Je fais cette page pour documenter mon "usine logicielle" locale. Ce sera plus une page de référence qu’un article et je vais la référencer sur la page ressources du site.

Contexte : plusieurs applications dans des monorepos (hakanai, Writizzy, Bloggrify), polyglotte (Nuxt, Kotlin, JS), solo dev, du code écrit en grande partie par des agents, du déploiement continu en production.

Sommaire

L'idée directrice

Même si les agents de dernière génération sont désormais capables de produire du code de qualité (bien mieux que la majorité des développeurs humains), la production de code ne représente qu'une partie de ce que j'appelle la qualité logicielle. Le reste c'est :

  • l'intention (pourquoi, pour qui)
  • est-ce que ça satisfait les 4 risques identifiés par Marty Cagan :
    • Value : risque lié à la valeur
    • Usability : risque lié à la facilité d'utilisation
    • Feasability : risque lié à la faisabilité
    • Viability : risque lié à la viabilité commerciale
  • on peut rajouter : performance et fiabilité

Une partie de ces risques se résout avec une bonne compréhension de son marché, des benchmarks, des interviews, des tests manuels, des maquettes. Tout ça fait également partie de mon "usine logicielle" même si je ne décris pas tout ici.

Le code produit est désormais quasi 100% généré, mais ça ne veut pas dire que c'est du vibe coding. Le vibe coding tel que défini par Karpathy c'était de l'expérimentation et le fait de se laisser porter par une session de dev. Ici, je vais parler de context engineering. L'objectif c'est de donner tout le contexte nécessaire, au bon moment, pour que le logiciel corresponde à une intention et soit contrôlé systématiquement. Même si je n'écris pas le code, j'en suis responsable et je dois garder le contrôle dessus.

L'outillage décrit ici répond à plusieurs questions :

  1. Qu'est-ce que l'agent sait ? (contexte, mémoire, graphe de code)
  2. Qu'est-ce qu'il sait faire de façon déterministe, sans improviser ? (skills, procédures)
  3. Qu'est-ce qui l'arrête quand il se trompe ? (hooks, tests d'architecture, quality gates)

Couche 1 : le contexte

Voici les fichiers lus par les agents avant de démarrer. Attention, la taille du contexte doit rester contrôlée. Un trop gros contexte coûte de l'argent et dégrade la qualité des réponses s'il devient trop chargé. On cherche à économiser les tokens et à optimiser le moment où une information est chargée.

FichierContenu
CLAUDE.md (racine)Architecture, conventions transverses, index des specs
.claude/rules/*.mdRègles thématiques (commit, backend, front, contraintes long terme). Renvoie souvent vers une skill plus complète, chargée uniquement au besoin
.agents/*.mdContexte non technique (positionnement produit, personas, ton)

La séparation compte : le contexte permanent reste court, le contexte spécialisé se charge quand il sert.

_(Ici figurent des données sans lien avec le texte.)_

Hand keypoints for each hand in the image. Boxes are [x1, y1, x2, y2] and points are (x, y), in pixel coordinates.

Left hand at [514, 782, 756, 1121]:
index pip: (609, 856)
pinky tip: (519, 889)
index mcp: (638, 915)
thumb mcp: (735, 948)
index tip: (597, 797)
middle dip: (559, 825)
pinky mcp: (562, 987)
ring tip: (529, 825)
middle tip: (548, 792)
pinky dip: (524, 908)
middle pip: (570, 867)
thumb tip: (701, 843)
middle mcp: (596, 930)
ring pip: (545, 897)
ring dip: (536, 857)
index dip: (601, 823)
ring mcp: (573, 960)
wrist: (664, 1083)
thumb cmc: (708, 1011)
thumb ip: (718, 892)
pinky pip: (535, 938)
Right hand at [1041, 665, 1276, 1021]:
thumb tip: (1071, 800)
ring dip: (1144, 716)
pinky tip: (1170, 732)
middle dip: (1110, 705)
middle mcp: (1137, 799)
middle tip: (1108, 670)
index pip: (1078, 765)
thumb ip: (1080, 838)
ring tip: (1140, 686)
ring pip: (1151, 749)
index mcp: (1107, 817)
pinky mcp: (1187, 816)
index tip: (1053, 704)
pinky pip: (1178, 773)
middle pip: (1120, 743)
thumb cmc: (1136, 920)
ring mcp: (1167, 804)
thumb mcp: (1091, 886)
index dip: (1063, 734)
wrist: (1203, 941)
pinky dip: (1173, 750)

Contrainte long terme comme contexte. Exemple concret : je prévois d'open-sourcer une partie du code. La règle « le code destiné à l'open source ne doit jamais dépendre du code propriétaire » est écrite dans les rules et vérifiée par un test (voir couche 4). Écrire une contrainte future dans le contexte évite de payer une refonte plus tard.

On peut trouver aussi des contraintes sur :

  • la copy marketing (les libellés dans l'application)
  • la façon d'écrire des migrations
  • les types à privilégier pour les champs en base
  • les patterns d'asynchronisme
  • etc. (liste très loin d'être exhaustive et qui s'enrichit régulièrement)

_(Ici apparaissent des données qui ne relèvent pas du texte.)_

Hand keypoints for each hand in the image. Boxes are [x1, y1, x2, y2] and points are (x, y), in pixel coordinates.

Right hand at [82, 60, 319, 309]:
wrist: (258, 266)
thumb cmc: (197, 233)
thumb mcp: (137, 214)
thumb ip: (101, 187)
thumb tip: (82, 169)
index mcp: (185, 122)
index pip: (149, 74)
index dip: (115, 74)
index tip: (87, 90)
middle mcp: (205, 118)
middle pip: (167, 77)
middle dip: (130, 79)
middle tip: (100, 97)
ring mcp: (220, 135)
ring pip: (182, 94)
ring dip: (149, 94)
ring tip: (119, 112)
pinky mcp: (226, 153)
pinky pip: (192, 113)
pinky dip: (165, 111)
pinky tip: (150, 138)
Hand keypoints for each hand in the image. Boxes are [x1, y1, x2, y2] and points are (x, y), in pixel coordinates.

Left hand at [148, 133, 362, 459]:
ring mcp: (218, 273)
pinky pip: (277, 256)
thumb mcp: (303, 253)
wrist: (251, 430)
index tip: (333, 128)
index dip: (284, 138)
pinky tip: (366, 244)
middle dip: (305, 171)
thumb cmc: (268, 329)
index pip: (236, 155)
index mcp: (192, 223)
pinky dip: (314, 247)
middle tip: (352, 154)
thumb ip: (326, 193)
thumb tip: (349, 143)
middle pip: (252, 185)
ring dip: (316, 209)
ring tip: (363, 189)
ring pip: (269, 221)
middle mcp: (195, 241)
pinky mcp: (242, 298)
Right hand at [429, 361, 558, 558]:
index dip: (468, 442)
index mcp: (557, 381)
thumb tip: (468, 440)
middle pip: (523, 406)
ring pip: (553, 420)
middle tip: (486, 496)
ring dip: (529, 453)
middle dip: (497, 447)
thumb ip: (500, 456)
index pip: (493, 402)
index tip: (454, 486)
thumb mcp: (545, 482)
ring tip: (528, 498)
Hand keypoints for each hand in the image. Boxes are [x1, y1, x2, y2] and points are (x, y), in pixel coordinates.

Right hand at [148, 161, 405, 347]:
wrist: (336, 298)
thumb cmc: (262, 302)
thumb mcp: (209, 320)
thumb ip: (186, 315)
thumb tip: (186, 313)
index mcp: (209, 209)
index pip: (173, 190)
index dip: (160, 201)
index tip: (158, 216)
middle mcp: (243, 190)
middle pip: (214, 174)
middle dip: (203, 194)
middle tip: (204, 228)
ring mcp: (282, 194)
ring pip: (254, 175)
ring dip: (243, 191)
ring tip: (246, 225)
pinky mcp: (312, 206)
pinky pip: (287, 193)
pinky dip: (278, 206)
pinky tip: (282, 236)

Une contrainte c'est propre à un projet et à une personne. C'est pas une question de qualité logicielle au sens strict du terme. C'est pas mieux ou moins bien de faire du feature flag par exemple, mais c'est ma préférence pour le déploiement partiel et l'activation de features en test.

Inutile de dire à une IA d'"écrire du code de qualité", ça ne rime à rien. Il faut expliciter ses propres contraintes.

Exemple de rule qui permet un chargement différé en fonction du contexte :

markdown
A chaque fois que je te demande de commiter, utilise le skill commit-convention

C'est tout con, mais ça évite de charger l'ensemble de la skill dans une rule (qui serait chargée systématiquement).

Voici une rule plus complexe :

markdown
---
paths:
  - "api/**/*"
---

Tu agis en tant qu'Expert Senior Kotlin et Spring Boot (DDD, Spring, JPA).
Tu as des patterns à respecter. AVANT d'écrire du code, tu DOIS invoquer le skill correspondant à la tâche que tu réalises.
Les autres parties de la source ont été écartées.